Transcription Factor KLF10 Constrains IL-17-Committed Vγ4 γδ T Cells.

Front Immunol

Department of Agricultural Biotechnology and Research Institute of Agriculture and Life Sciences, Seoul National University, Seoul, South Korea.

Published: April 2019

AI Article Synopsis

Article Abstract

γδ T cells, known to be an important source of innate IL-17 in mice, provide critical contributions to host immune responses. Development and function of γδ T cells are directed by networks of diverse transcription factors (TFs). Here, we examine the role of the zinc finger TFs, Kruppel-like factor 10 (KLF10), in the regulation of IL-17-committed CD27 γδ T (γδ-17) cells. We found selective augmentation of Vγ4 γδ cells with higher IL-17 production in KLF10-deficient mice.
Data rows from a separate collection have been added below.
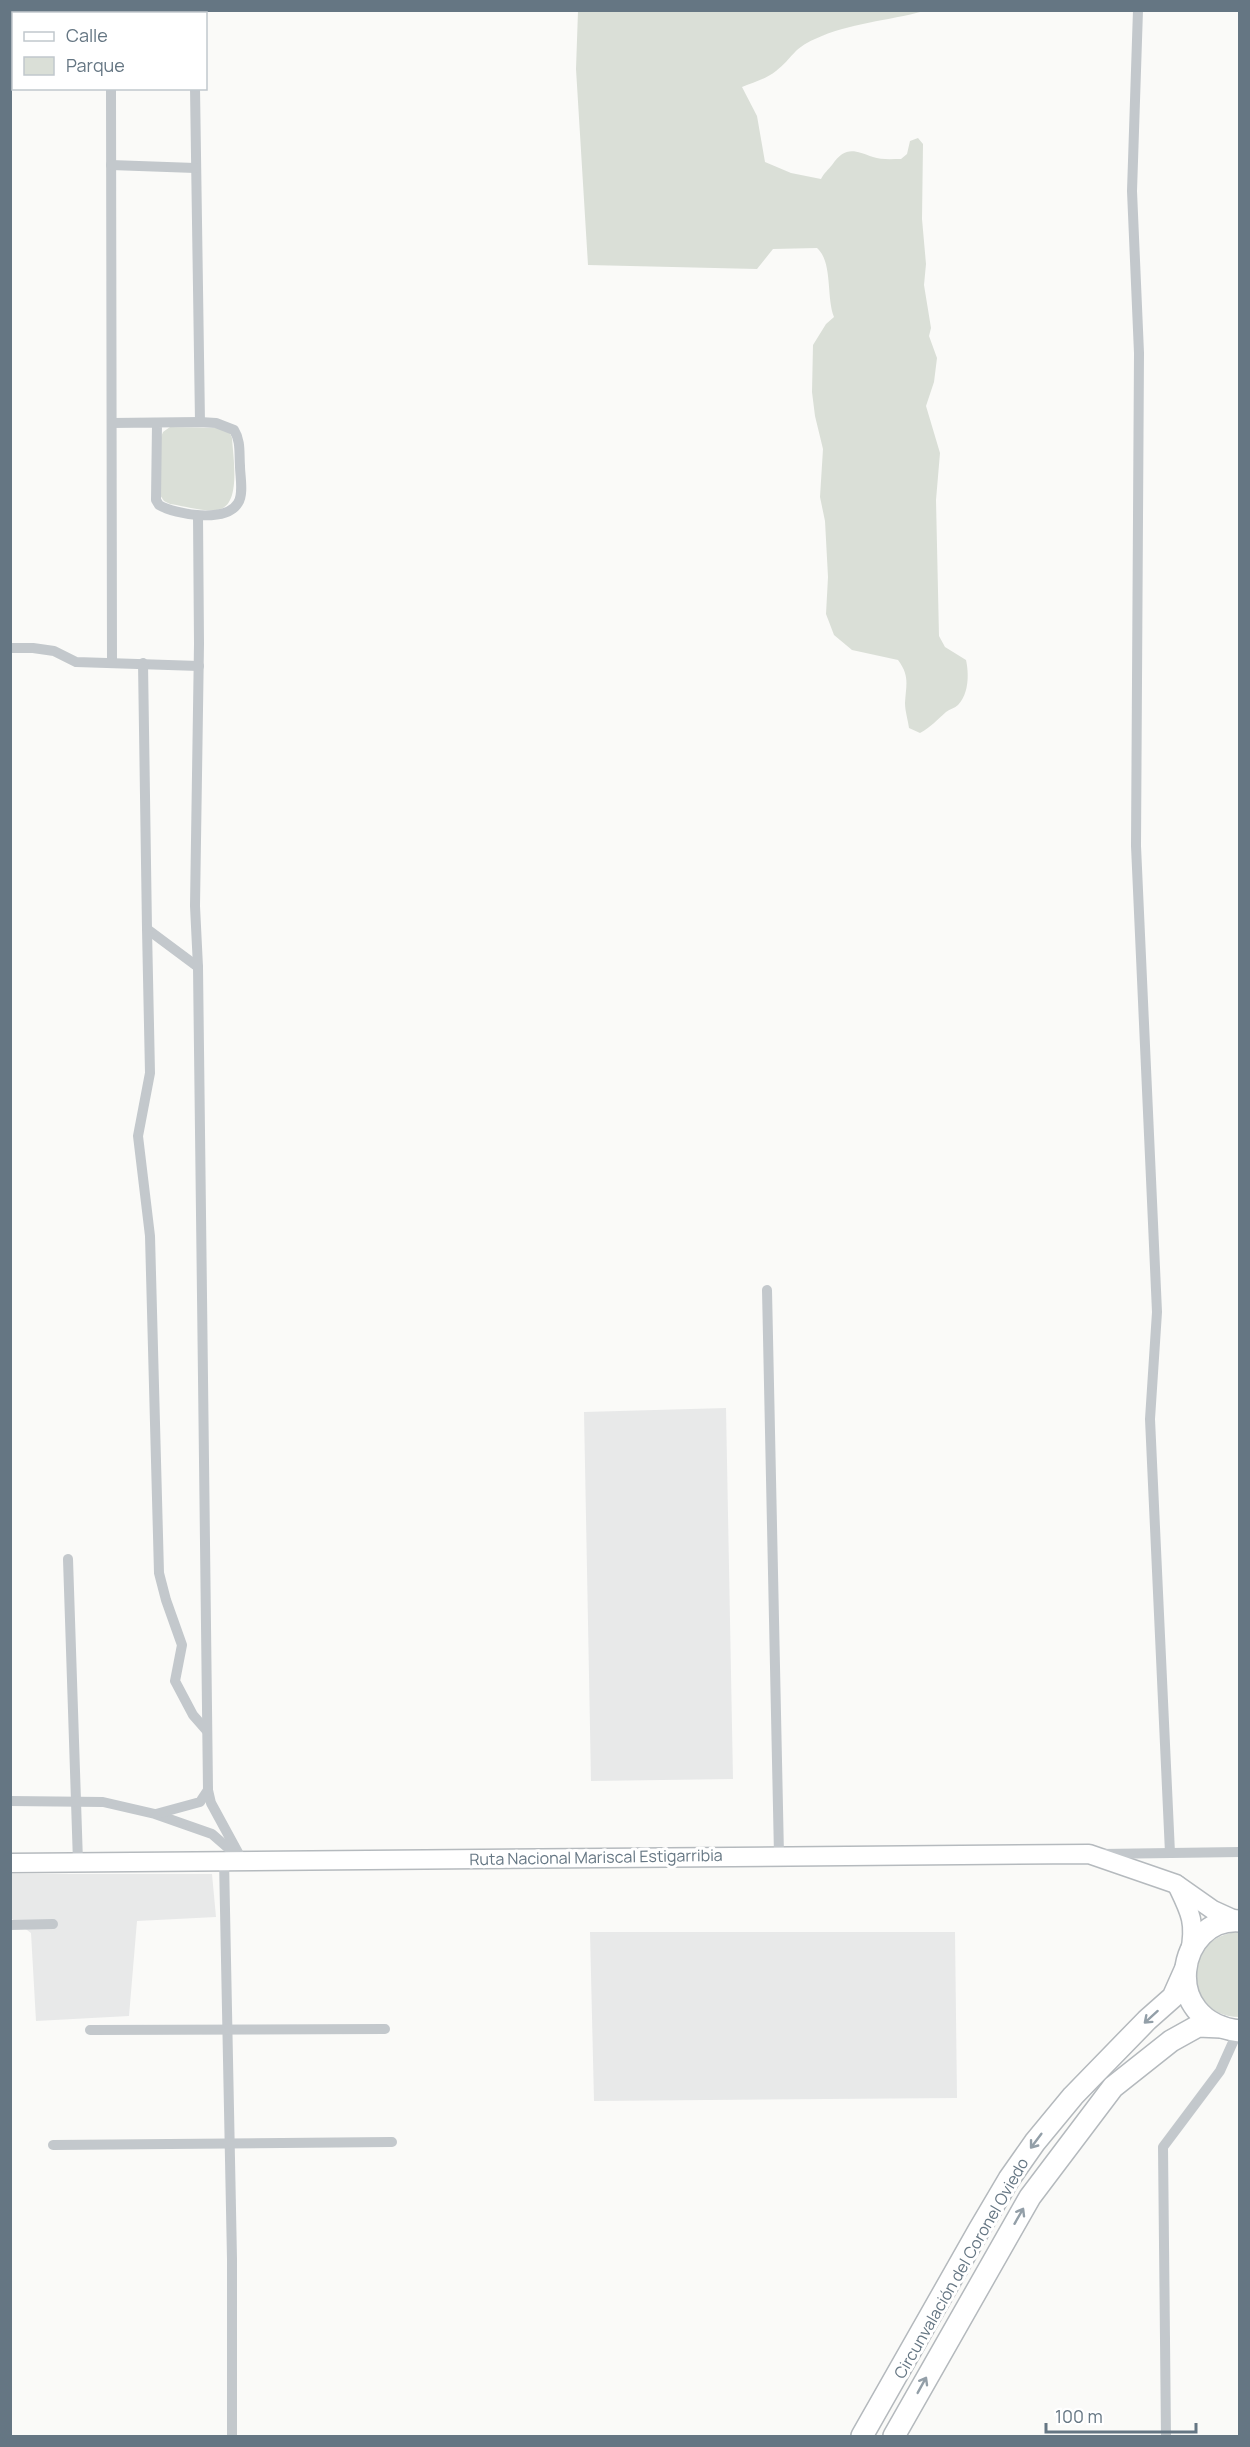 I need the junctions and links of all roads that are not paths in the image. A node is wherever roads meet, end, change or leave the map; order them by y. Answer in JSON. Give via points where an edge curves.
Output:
{"nodes":[{"id":1,"x":1138,"y":10,"type":"edge"},
{"id":2,"x":111,"y":90,"type":"edge"},
{"id":3,"x":195,"y":90,"type":"edge"},
{"id":4,"x":111,"y":165,"type":"junction"},
{"id":5,"x":195,"y":168,"type":"junction"},
{"id":6,"x":200,"y":422,"type":"junction"},
{"id":7,"x":112,"y":423,"type":"junction"},
{"id":8,"x":157,"y":424,"type":"junction"},
{"id":9,"x":198,"y":516,"type":"junction"},
{"id":10,"x":10,"y":648,"type":"edge"},
{"id":11,"x":112,"y":663,"type":"junction"},
{"id":12,"x":143,"y":663,"type":"junction"},
{"id":13,"x":199,"y":666,"type":"junction"},
{"id":14,"x":147,"y":929,"type":"junction"},
{"id":15,"x":198,"y":967,"type":"junction"},
{"id":16,"x":767,"y":1290,"type":"dead end"},
{"id":17,"x":68,"y":1559,"type":"dead end"},
{"id":18,"x":207,"y":1731,"type":"junction"},
{"id":19,"x":208,"y":1790,"type":"junction"},
{"id":20,"x":75,"y":1800,"type":"junction"},
{"id":21,"x":10,"y":1801,"type":"edge"},
{"id":22,"x":155,"y":1814,"type":"junction"},
{"id":23,"x":1239,"y":1852,"type":"edge"},
{"id":24,"x":1170,"y":1853,"type":"junction"},
{"id":25,"x":1089,"y":1854,"type":"junction"},
{"id":26,"x":780,"y":1855,"type":"junction"},
{"id":27,"x":224,"y":1860,"type":"junction"},
{"id":28,"x":242,"y":1860,"type":"junction"},
{"id":29,"x":78,"y":1862,"type":"junction"},
{"id":30,"x":10,"y":1863,"type":"edge"},
{"id":31,"x":1176,"y":1884,"type":"junction"},
{"id":32,"x":1237,"y":1920,"type":"edge"},
{"id":33,"x":54,"y":1924,"type":"dead end"},
{"id":34,"x":10,"y":1925,"type":"edge"},
{"id":35,"x":1187,"y":1961,"type":"junction"},
{"id":36,"x":385,"y":2028,"type":"dead end"},
{"id":37,"x":228,"y":2029,"type":"junction"},
{"id":38,"x":90,"y":2030,"type":"dead end"},
{"id":39,"x":1233,"y":2030,"type":"edge"},
{"id":40,"x":392,"y":2142,"type":"dead end"},
{"id":41,"x":230,"y":2144,"type":"junction"},
{"id":42,"x":52,"y":2145,"type":"dead end"},
{"id":43,"x":232,"y":2436,"type":"edge"},
{"id":44,"x":862,"y":2436,"type":"edge"},
{"id":45,"x":894,"y":2436,"type":"edge"},
{"id":46,"x":1166,"y":2436,"type":"edge"}],
"edges":[{"from":1,"to":24,"type":"street","via":[[1132,191],[1138,353],[1136,846],[1157,1312],[1150,1419]]},
{"from":2,"to":4,"type":"street"},
{"from":3,"to":5,"type":"street"},
{"from":4,"to":5,"type":"street"},
{"from":4,"to":7,"type":"street"},
{"from":5,"to":6,"type":"street"},
{"from":6,"to":8,"type":"street"},
{"from":6,"to":9,"type":"street","via":[[228,427],[237,436],[240,498],[234,508]]},
{"from":7,"to":8,"type":"street"},
{"from":7,"to":11,"type":"street"},
{"from":8,"to":9,"type":"street","via":[[156,500],[165,508]]},
{"from":9,"to":13,"type":"street"},
{"from":10,"to":11,"type":"street","via":[[54,651],[76,662]]},
{"from":11,"to":12,"type":"street"},
{"from":12,"to":13,"type":"street"},
{"from":12,"to":14,"type":"street"},
{"from":13,"to":15,"type":"street","via":[[195,906]]},
{"from":14,"to":15,"type":"street"},
{"from":14,"to":18,"type":"street","via":[[150,1073],[138,1136],[150,1236],[159,1573],[182,1645],[175,1681]]},
{"from":15,"to":18,"type":"street"},
{"from":16,"to":26,"type":"street"},
{"from":17,"to":20,"type":"street"},
{"from":18,"to":19,"type":"street"},
{"from":19,"to":22,"type":"street","via":[[200,1802]]},
{"from":19,"to":28,"type":"street"},
{"from":20,"to":21,"type":"street"},
{"from":20,"to":22,"type":"street"},
{"from":20,"to":29,"type":"street"},
{"from":22,"to":28,"type":"street","via":[[212,1834]]},
{"from":23,"to":24,"type":"street"},
{"from":24,"to":25,"type":"street"},
{"from":25,"to":26,"type":"main road","name":"Ruta Nacional Mariscal Estigarribia"},
{"from":25,"to":31,"type":"main road","name":"Ruta Nacional Mariscal Estigarribia"},
{"from":26,"to":28,"type":"main road","name":"Ruta Nacional Mariscal Estigarribia"},
{"from":27,"to":28,"type":"main road","name":"Ruta Nacional Mariscal Estigarribia"},
{"from":27,"to":29,"type":"main road","name":"Ruta Nacional Mariscal Estigarribia"},
{"from":27,"to":37,"type":"street"},
{"from":29,"to":30,"type":"main road","name":"Ruta Nacional Mariscal Estigarribia"},
{"from":31,"to":32,"type":"main road","name":"Ruta Nacional Mariscal Estigarribia","via":[[1213,1910]]},
{"from":31,"to":35,"type":"main road","via":[[1194,1932]]},
{"from":32,"to":35,"type":"highway","name":"Circunvalación del Coronel Oviedo","via":[[1216,1925],[1201,1936]]},
{"from":33,"to":34,"type":"street"},
{"from":35,"to":39,"type":"highway","via":[[1186,1988],[1193,2005],[1205,2018]]},
{"from":35,"to":44,"type":"highway","name":"Circunvalación del Coronel Oviedo","one_way":true,"via":[[1173,1997],[1073,2096],[1035,2142],[1009,2180]]},
{"from":36,"to":37,"type":"street"},
{"from":37,"to":38,"type":"street"},
{"from":37,"to":41,"type":"street"},
{"from":45,"to":39,"type":"highway","name":"Circunvalación del Coronel Oviedo","one_way":true,"via":[[1030,2197],[1113,2087],[1171,2041],[1198,2026]]},
{"from":39,"to":46,"type":"street","via":[[1220,2071],[1163,2147]]},
{"from":40,"to":41,"type":"street"},
{"from":41,"to":42,"type":"street"},
{"from":41,"to":43,"type":"street"}]} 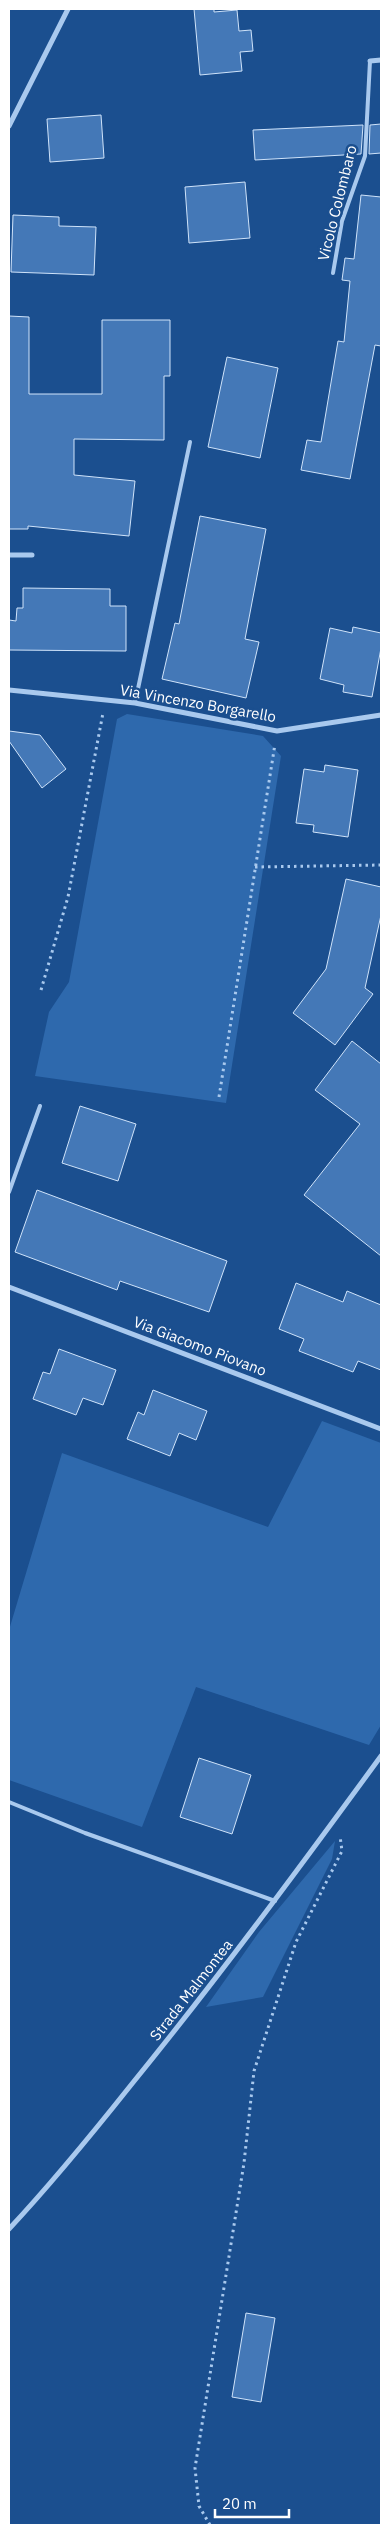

Surprisingly, KLF10-deficient CD127 Vγ4 γδ-17 cells expressed higher levels of CD5 than their wild-type counterparts, with hyper-responsiveness to cytokine, but not T-cell receptor, stimuli. Thymic maturation of Vγ4 γδ cells was enhanced in newborn mice deficient in KLF10. Finally, a mixed bone marrow chimera study indicates that intrinsic KLF10 signaling is requisite to limit Vγ4 γδ-17 cells. Collectively, these findings demonstrate that KLF10 regulates thymic development of Vγ4 γδ cells and their peripheral homeostasis at steady state.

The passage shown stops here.